11. Efficient means should be adopted to prevent the accidental opening of the doors of passenger trains.

To carry out the undertaking, the engineer has to prepare working plans and sections to a somewhat larger scale than that adopted for the Government or Parliamentary plans, and on which must be marked the exact positions of the commencement of the curves, straight lines, and gradients. The sites of all the over and under bridges must be shown, and their angles of crossing noted. All road, river, or stream diversions must be indicated, so that the work in connection with them may be laid out on the ground. All culverts and drains must be marked, and their size, depth, and direction described. Public road levelcrossings, and farm or occupation-road crossings, must be shown in their proper positions.

The face-lines of the ends of all tunnels should be marked on the working plan and section, and the position of any shafts, which may be intended either for use in carrying on the work or for future ventilation.

A considerable amount of investigation and negotiation will have to be entered into before the locating of the above works can be finally decided. The desire to meet the wishes and convenience of all parties interested must of necessity be controlled by the physical circumstances of each case; very little alteration can be made in the level of the rails, although some variation may be made in their position.

When fixing the depths of culverts and drains, attention must be paid to any probable improvement in the drainage of the district, which might at some future time necessitate the deepening of such of the main culverts where the inverts had been laid too high.

Unless all these details are determined, and shown on the working-plans before the works are commenced, there is the risk that embankments may have to be opened out to admit of bridges and culverts, and cuttings changed to permit of road diversions.

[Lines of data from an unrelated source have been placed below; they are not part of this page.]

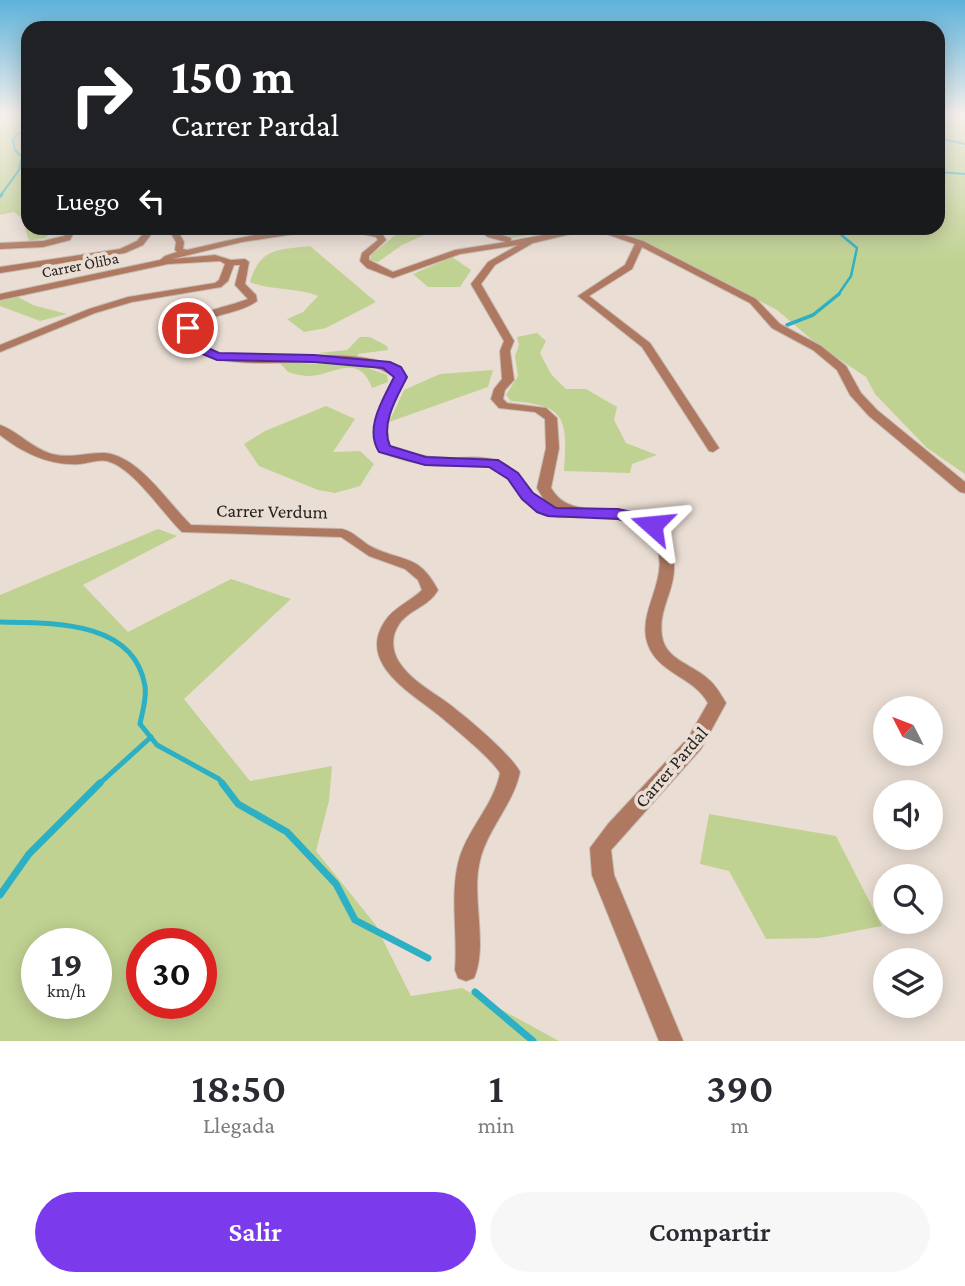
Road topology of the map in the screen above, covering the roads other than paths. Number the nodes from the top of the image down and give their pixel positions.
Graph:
1 (53, 235) edge
2 (68, 235) edge
3 (146, 235) edge
4 (176, 235) edge
5 (266, 235) edge
6 (376, 235) edge
7 (388, 235) edge
8 (491, 235) edge
9 (557, 235) edge
10 (616, 235) edge
11 (381, 237) junction
12 (539, 239) junction
13 (513, 242) junction
14 (640, 243) junction
15 (0, 244) edge
16 (187, 253) junction
17 (165, 262) junction
18 (230, 263) junction
19 (0, 270) edge
20 (0, 297) edge
21 (32, 335) junction
22 (0, 343) edge
23 (0, 349) edge
24 (0, 429) edge
25 (713, 448) dead end
26 (965, 489) edge
27 (570, 512) junction
28 (466, 970) dead end
29 (671, 1041) edge

1 - 15 street
2 - 15 street
3 - 19 street
4 - 16 street
5 - 16 street
6 - 11 street
7 - 11 street
8 - 13 street
9 - 12 street
10 - 14 street
11 - 13 street
12 - 13 street
12 - 27 street
14 - 25 street
14 - 26 street
16 - 17 street
17 - 18 street
17 - 20 street, Carrer Òliba
18 - 21 street
18 - 27 street, Carrer Pardal
21 - 22 street
21 - 23 street
24 - 28 street, Carrer Verdum
27 - 29 street, Carrer Pardal

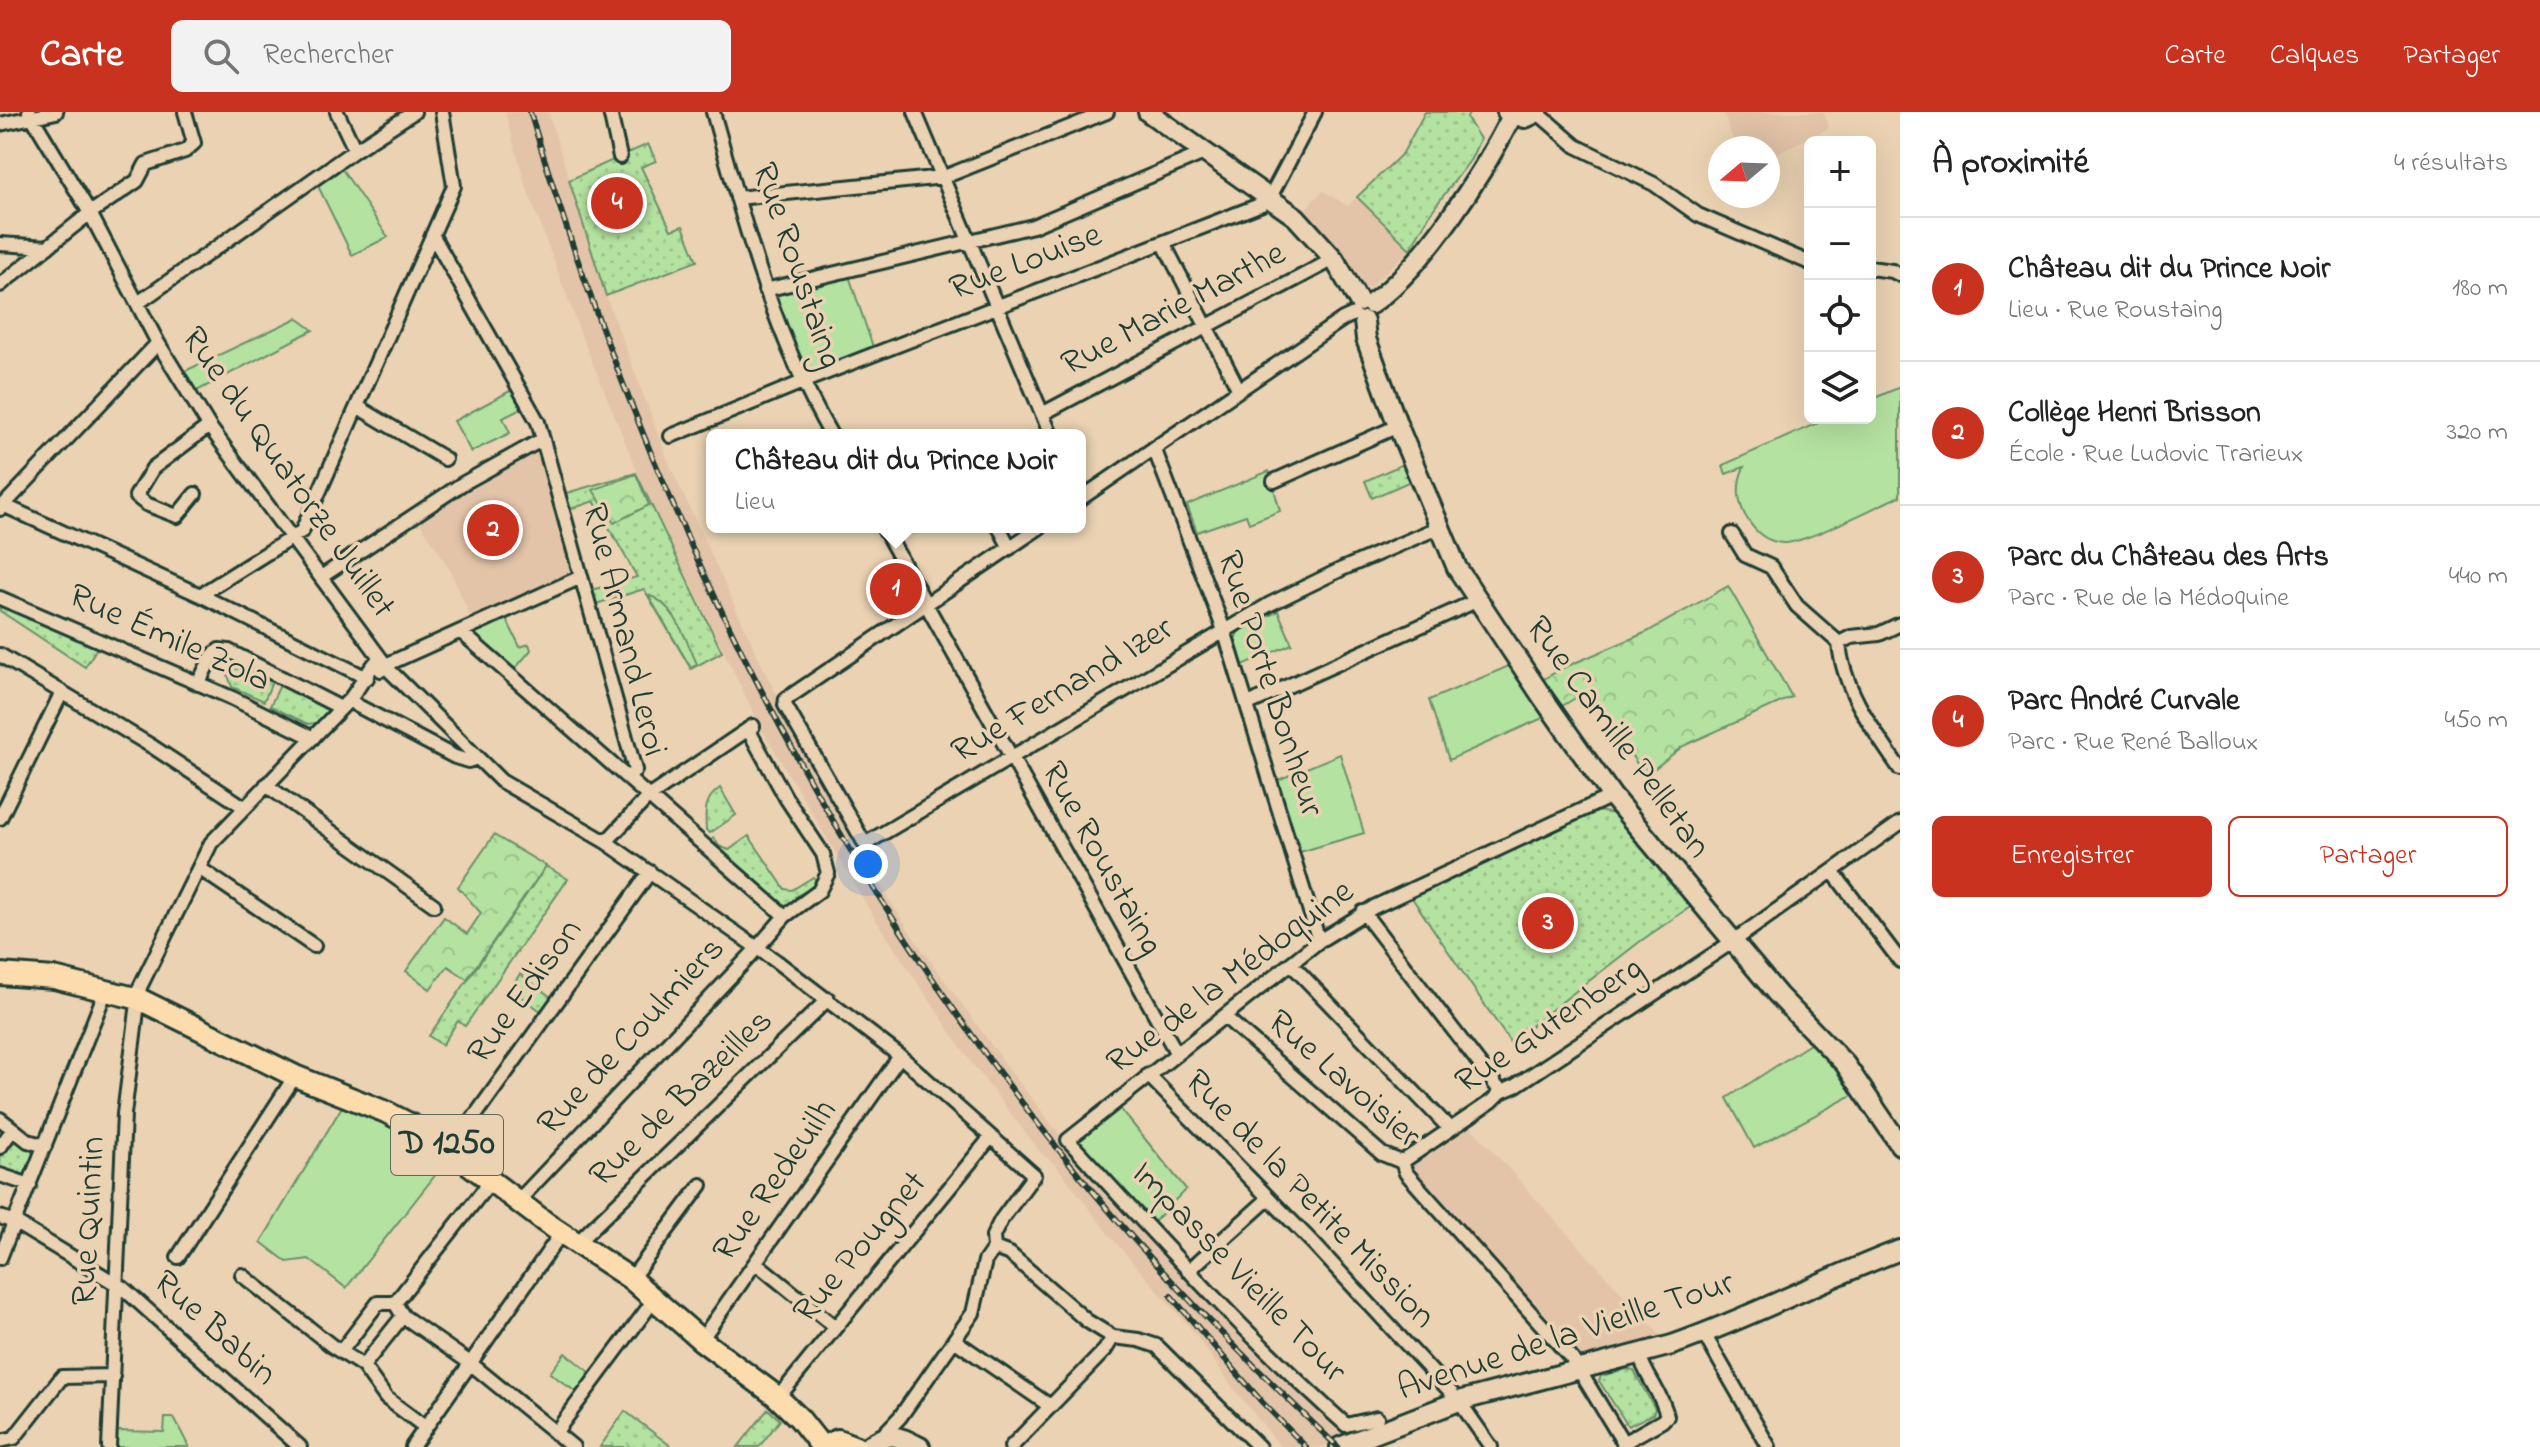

The entire centre-line of railway must be carefully staked

out by driving strong wooden pegs into the ground at the end of every chain length, and along the course of these pegs the longitudinal section must be taken. Three pegs, one on each side of the centre peg, are generally placed at the commencement and termination of the curves. When the longitudinal section has been plotted to scale, and the course of the gradients and level portions worked out and drawn on, then the heights of the ground level and formation level can be marked at each chain, and from them the depths of the cutting and the heights of the embankments can be ascertained and marked at each chain. In addition to the longitudinal section, it will be necessary to take a large number of transverse or cross sections at those pegs, or intermediate points, where the ground is at all side-lying or irregular. These cross-sections are necessary to determine the side-widths, or distances to outer edge of slopes in cuttings or embankments, and also to calculate the actual quantity of earthwork to be executed. For convenience in taking out the quantities, these cross-sections are generally plotted to a natural scale, that is to say, to the same scale horizontal as vertical, as shown in the example of cross-sections, Figs. 15 to 24. It is also necessary to obtain information, by boring or otherwise, as to the material of which the cuttings are composed, whether clay, gravel, or rock.

In laying out lines through fairly level plains and populous districts, the absence of great natural obstacles will allow the engineer to carefully consider how far it may be prudent to diverge to the right or to the left, to accommodate towns and places which would be excluded by a more direct through route. There will be ample range for selection, and it will be rather the question of policy than compulsion which will guide him in the route to be taken.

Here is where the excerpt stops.